Briones: Public apathy

Publio Briones

“IF ONLY there was enough equipment that we used during the cleanup, I’m sure the collected garbage would have been larger than that number.”

That was the lament of Cebu City Environment and Natural Resources Office (Cenro) officer-in-charge John Jigo Dacua after the Cebu City Government and the Talisay City Government joined forces to try and revive the 11-kilometer Bulacao River, which was declared biologically dead last January. That means it can no longer sustain any form of life, such as fish and aquatic plants.

On Friday, Nov. 29, 2019, the two local government units, with the help of volunteers, conducted a three-hour massive cleanup of the waterway and collected 11.6 tons of garbage.

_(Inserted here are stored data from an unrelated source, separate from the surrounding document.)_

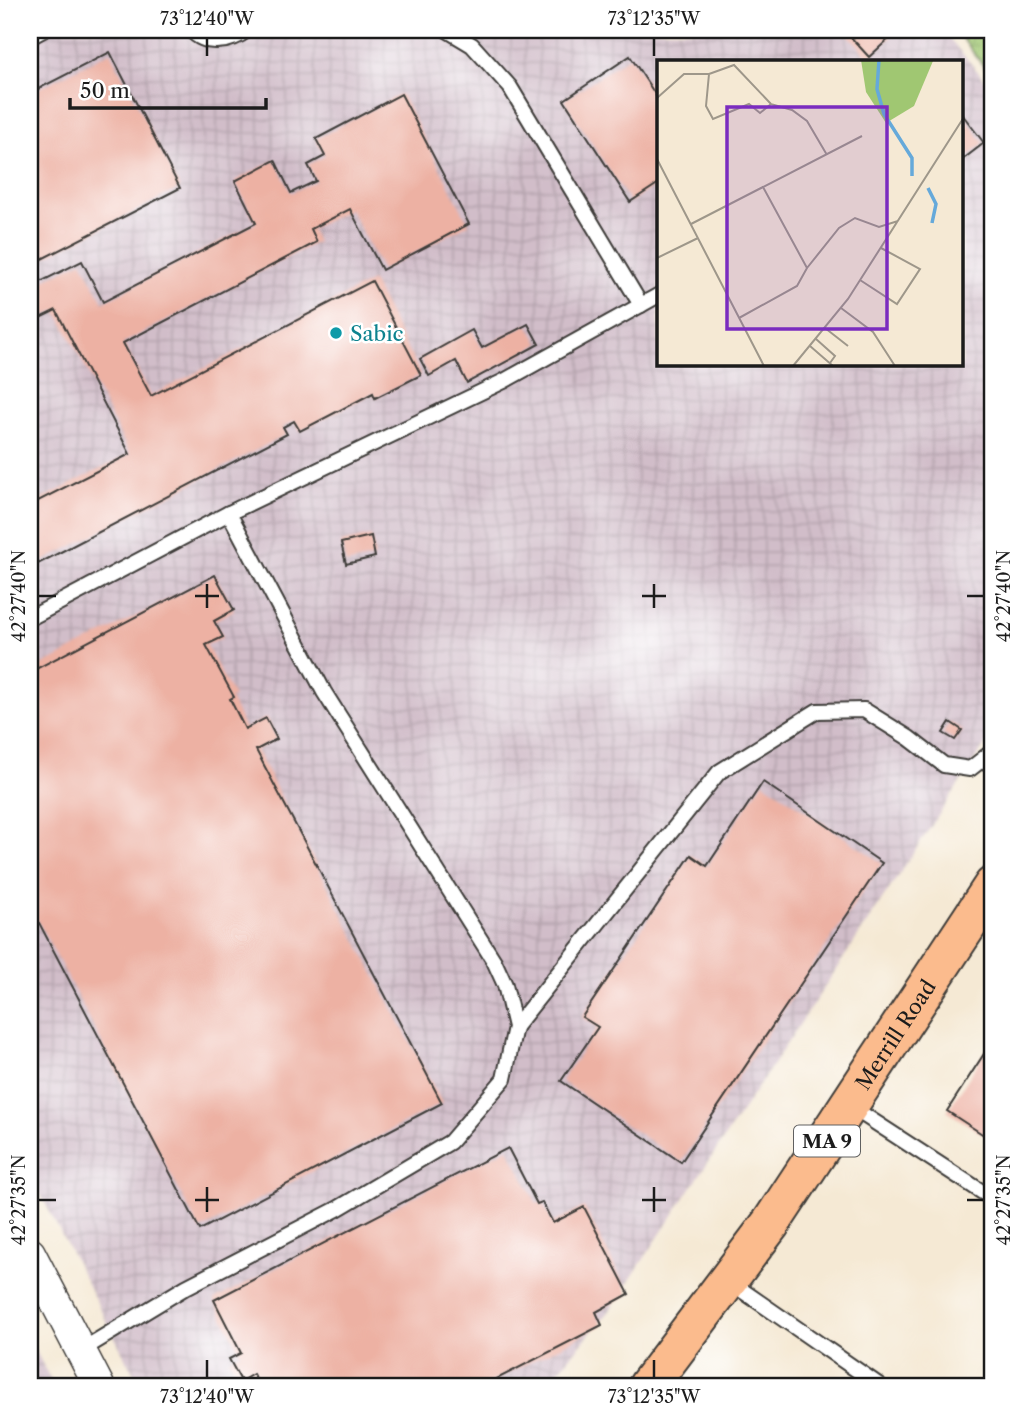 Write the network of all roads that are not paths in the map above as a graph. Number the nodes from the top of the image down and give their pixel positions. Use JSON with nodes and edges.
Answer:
{"nodes":[{"id":1,"x":43,"y":30,"type":"edge"},
{"id":2,"x":191,"y":30,"type":"edge"},
{"id":3,"x":247,"y":30,"type":"edge"},
{"id":4,"x":447,"y":30,"type":"edge"},
{"id":5,"x":30,"y":37,"type":"edge"},
{"id":6,"x":657,"y":296,"type":"edge"},
{"id":7,"x":641,"y":305,"type":"junction"},
{"id":8,"x":229,"y":513,"type":"junction"},
{"id":9,"x":30,"y":618,"type":"edge"},
{"id":10,"x":993,"y":751,"type":"edge"},
{"id":11,"x":990,"y":899,"type":"edge"},
{"id":12,"x":515,"y":1027,"type":"junction"},
{"id":13,"x":850,"y":1106,"type":"junction"},
{"id":14,"x":993,"y":1199,"type":"edge"},
{"id":15,"x":30,"y":1253,"type":"edge"},
{"id":16,"x":730,"y":1282,"type":"junction"},
{"id":17,"x":80,"y":1351,"type":"junction"},
{"id":18,"x":99,"y":1386,"type":"edge"},
{"id":19,"x":648,"y":1386,"type":"edge"},
{"id":20,"x":880,"y":1386,"type":"edge"}],
"edges":[{"from":1,"to":5,"type":"lane"},
{"from":2,"to":3,"type":"lane"},
{"from":4,"to":7,"type":"lane"},
{"from":6,"to":7,"type":"lane"},
{"from":7,"to":8,"type":"lane"},
{"from":8,"to":9,"type":"lane"},
{"from":8,"to":12,"type":"lane"},
{"from":10,"to":12,"type":"lane"},
{"from":11,"to":13,"type":"highway","name":"Merrill Road","number":"MA 9"},
{"from":12,"to":17,"type":"lane"},
{"from":13,"to":14,"type":"lane"},
{"from":13,"to":16,"type":"highway","name":"Merrill Road","number":"MA 9"},
{"from":15,"to":17,"type":"street"},
{"from":16,"to":19,"type":"highway","name":"Merrill Road","number":"MA 9"},
{"from":16,"to":20,"type":"lane"},
{"from":17,"to":18,"type":"street"}]}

According to Dacua, “it was a challenge for the volunteers to clean the river manually, especially downstream in Barangay Inayawan, Cebu City, where most of the garbage sat stagnant.”

They used two backhoe loaders that Cenro borrowed from the Department of Engineering and Public Works, but Dacua admitted that these weren’t enough.

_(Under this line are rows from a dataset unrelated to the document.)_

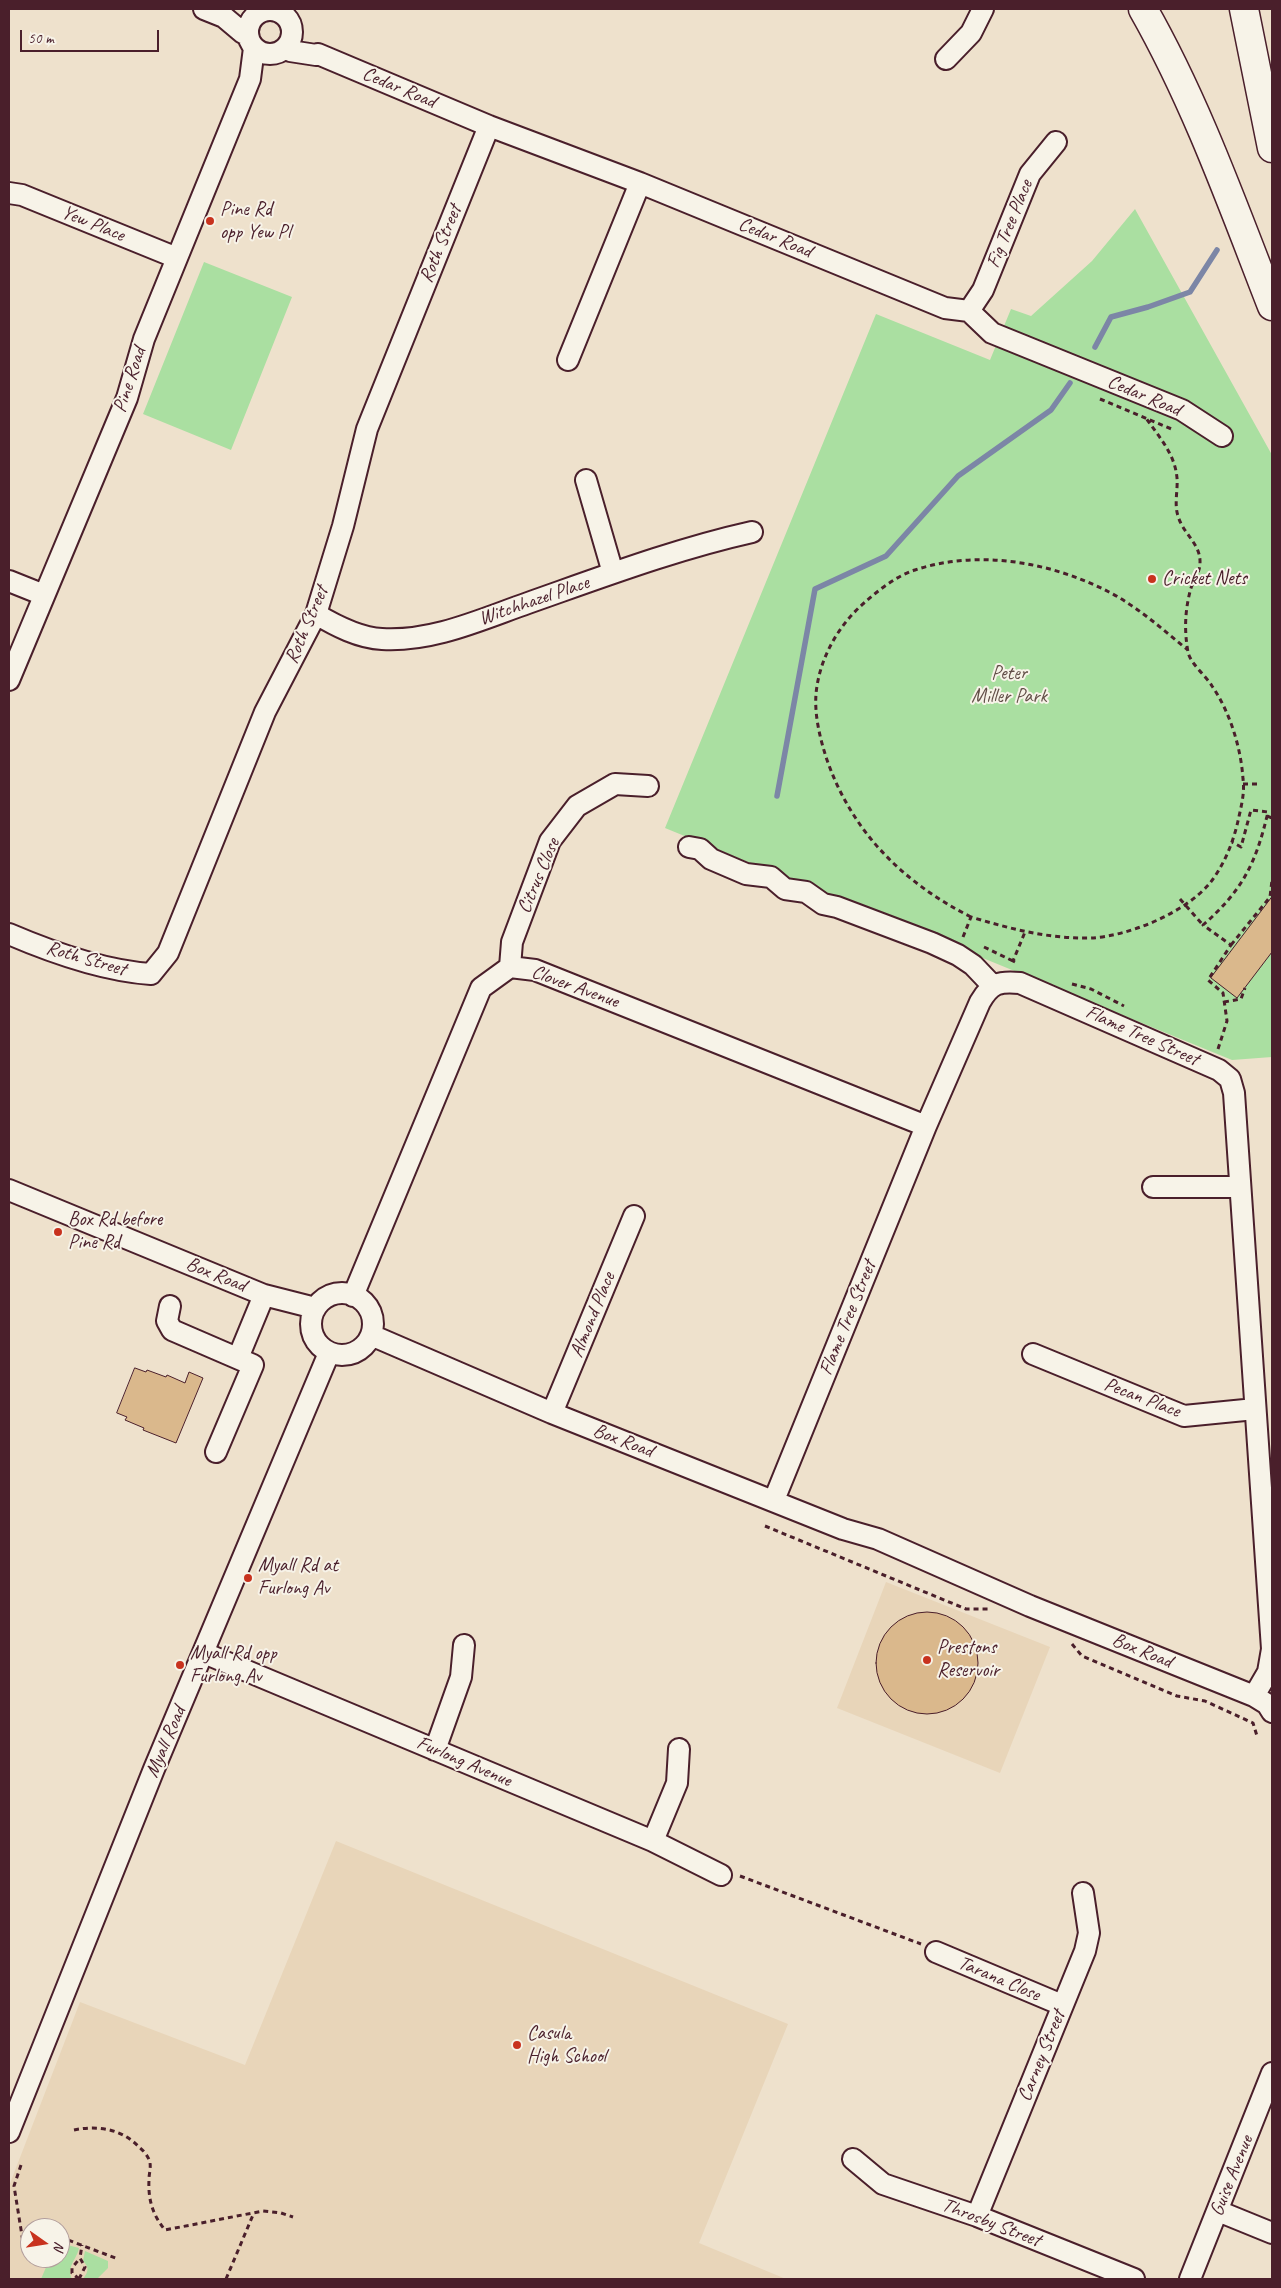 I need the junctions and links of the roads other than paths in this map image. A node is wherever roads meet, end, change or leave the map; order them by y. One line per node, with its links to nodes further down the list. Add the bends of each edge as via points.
1 (204, 9): 5 (street, Cedar Road, via 224,17 243,33)
2 (984, 9): 6 (street, via 971,33)
3 (1143, 9): 13 (highway, via 1172,64 1219,170)
4 (1244, 9): 9 (highway)
5 (271, 28): 7 (street, Cedar Road, via 290,51 318,54); 12 (street, Pine Road, via 268,60 250,79)
6 (946, 59)
7 (489, 126): 10 (street, Cedar Road); 22 (street, Roth Street, via 367,429 343,526)
8 (1056, 142): 14 (street, Fig Tree Place, via 1030,174 983,290)
9 (1272, 148)
10 (640, 183): 14 (street, Cedar Road, via 945,308); 15 (street)
11 (9, 193): 12 (street, Yew Place, via 22,195)
12 (177, 258): 21 (street, Pine Road, via 137,358 127,398)
13 (1272, 306)
14 (969, 311): 16 (street, Cedar Road, via 992,333 1182,410)
15 (568, 360)
16 (1222, 436)
17 (586, 480): 19 (street)
18 (752, 532): 19 (street, Witchhazel Place)
19 (613, 573): 22 (street, Witchhazel Place, via 441,633 408,638 382,640 359,635)
20 (9, 581): 21 (street)
21 (44, 596): 23 (street, Pine Road)
22 (316, 614): 26 (street, Roth Street, via 265,712 161,964 151,974 131,972 55,952)
23 (9, 680)
24 (648, 786): 27 (street, Citrus Close, via 615,784 577,806 550,841 512,942)
25 (689, 847): 28 (street, via 700,849 711,859 746,874 771,877 785,889 806,892 823,904 932,943 966,959)
26 (9, 934)
27 (510, 967): 29 (street, Clover Avenue, via 544,973); 35 (street, Clover Avenue, via 481,988)
28 (998, 984): 29 (street, Flame Tree Street, via 987,990 980,1002); 31 (street, Flame Tree Street, via 1020,983 1219,1070 1230,1079 1234,1092)
29 (926, 1126): 45 (street, Flame Tree Street)
30 (1152, 1187): 31 (street)
31 (1240, 1187): 42 (street, Flame Tree Street)
32 (9, 1190): 34 (street, Box Road)
33 (634, 1216): 43 (street, Almond Place)
34 (264, 1295): 37 (street, Box Road); 41 (street)
35 (353, 1296): 37 (street, via 330,1295); 38 (street, via 366,1306 371,1315)
36 (170, 1306): 41 (street, via 167,1321 172,1330)
37 (315, 1308): 39 (street, via 311,1318 314,1338)
38 (371, 1335): 39 (street, via 358,1351 338,1355); 43 (street, Box Road)
39 (329, 1353): 47 (street, Myall Road)
40 (1033, 1354): 42 (street, Pecan Place, via 1184,1416)
41 (238, 1358): 44 (street, via 252,1365)
42 (1255, 1409): 48 (street, Flame Tree Street, via 1272,1649 1268,1672)
43 (552, 1413): 45 (street, Box Road)
44 (216, 1452)
45 (774, 1500): 48 (street, Box Road, via 843,1529 878,1539 1030,1606)
46 (464, 1645): 51 (street, via 461,1677)
47 (204, 1653): 51 (street, Furlong Avenue); 58 (street, Myall Road, via 154,1769)
48 (1254, 1696): 49 (street, via 1267,1704)
49 (1272, 1712)
50 (679, 1749): 52 (street, via 677,1783)
51 (436, 1750): 52 (street, Furlong Avenue)
52 (654, 1841): 53 (street, Furlong Avenue)
53 (722, 1875)
54 (1083, 1893): 56 (street, Carney Street, via 1089,1933)
55 (936, 1952): 56 (street, Tarana Close)
56 (1062, 2005): 61 (street, Carney Street)
57 (1272, 2073): 60 (street, Guise Avenue)
58 (9, 2132)
59 (854, 2160): 61 (street, Throsby Street, via 883,2184)
60 (1218, 2211): 62 (street); 64 (street, Guise Avenue)
61 (977, 2216): 63 (street, Throsby Street)
62 (1272, 2233)
63 (1134, 2279)
64 (1190, 2279)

But despite this setback, he assured that his office’s education, reinforcement and rehabilitation team would continue to clean portions of the river.

Cebu City Mayor Edgardo Labella said that once all the city’s 80 barangays can acquire their own garbage trucks, which they can purchase with the P5 million assistance from the City Government, he will give village chiefs a timetable to clean their areas.

Village chiefs risk facing administration sanctions if they fail to meet the deadline.

Talisay City Mayor Gerald Anthony “Samsam” Gullas Jr., for his part, said he wants the penal provision of City Ordinance 2007-03, or the Comprehensive Waste Management System of the City of Talisay, amended to include a fine for as early as the first offense.

I guess this should prevent the community from throwing their garbage directly into the river.

He shared the Department of Public Works and Highways’ plans to install a fence on all bridges to stop the people from dumping their trash in the waterway.

“We constantly hold cleanup activities, but every time we clean again, we can still collect a lot of garbage. It needs our full force effort, not only the government, but everyone should be working hand in hand,” Gullas said.

When he assumed office last July, he issued an executive order for a weekly drainage cleanup, monthly river cleanup and quarterly coastal cleaup.

He said it was important to show the public that the City Government was willing to clean the city.

I applaud the efforts of Labella and Gullas, knowing full well the daunting task they are faced with.

Their problem is not the garbage, but the people who generate and discard it. They are aware of the repercussions of their actions, yet they continue to treat their surroundings like their personal dumpsites.

Well, that has to stop. Members of the public need to change their mindset.

I thought the water shortage or the threat of diseases not to mention the stench would convince them to do so, but I guess the majority of them just don’t care.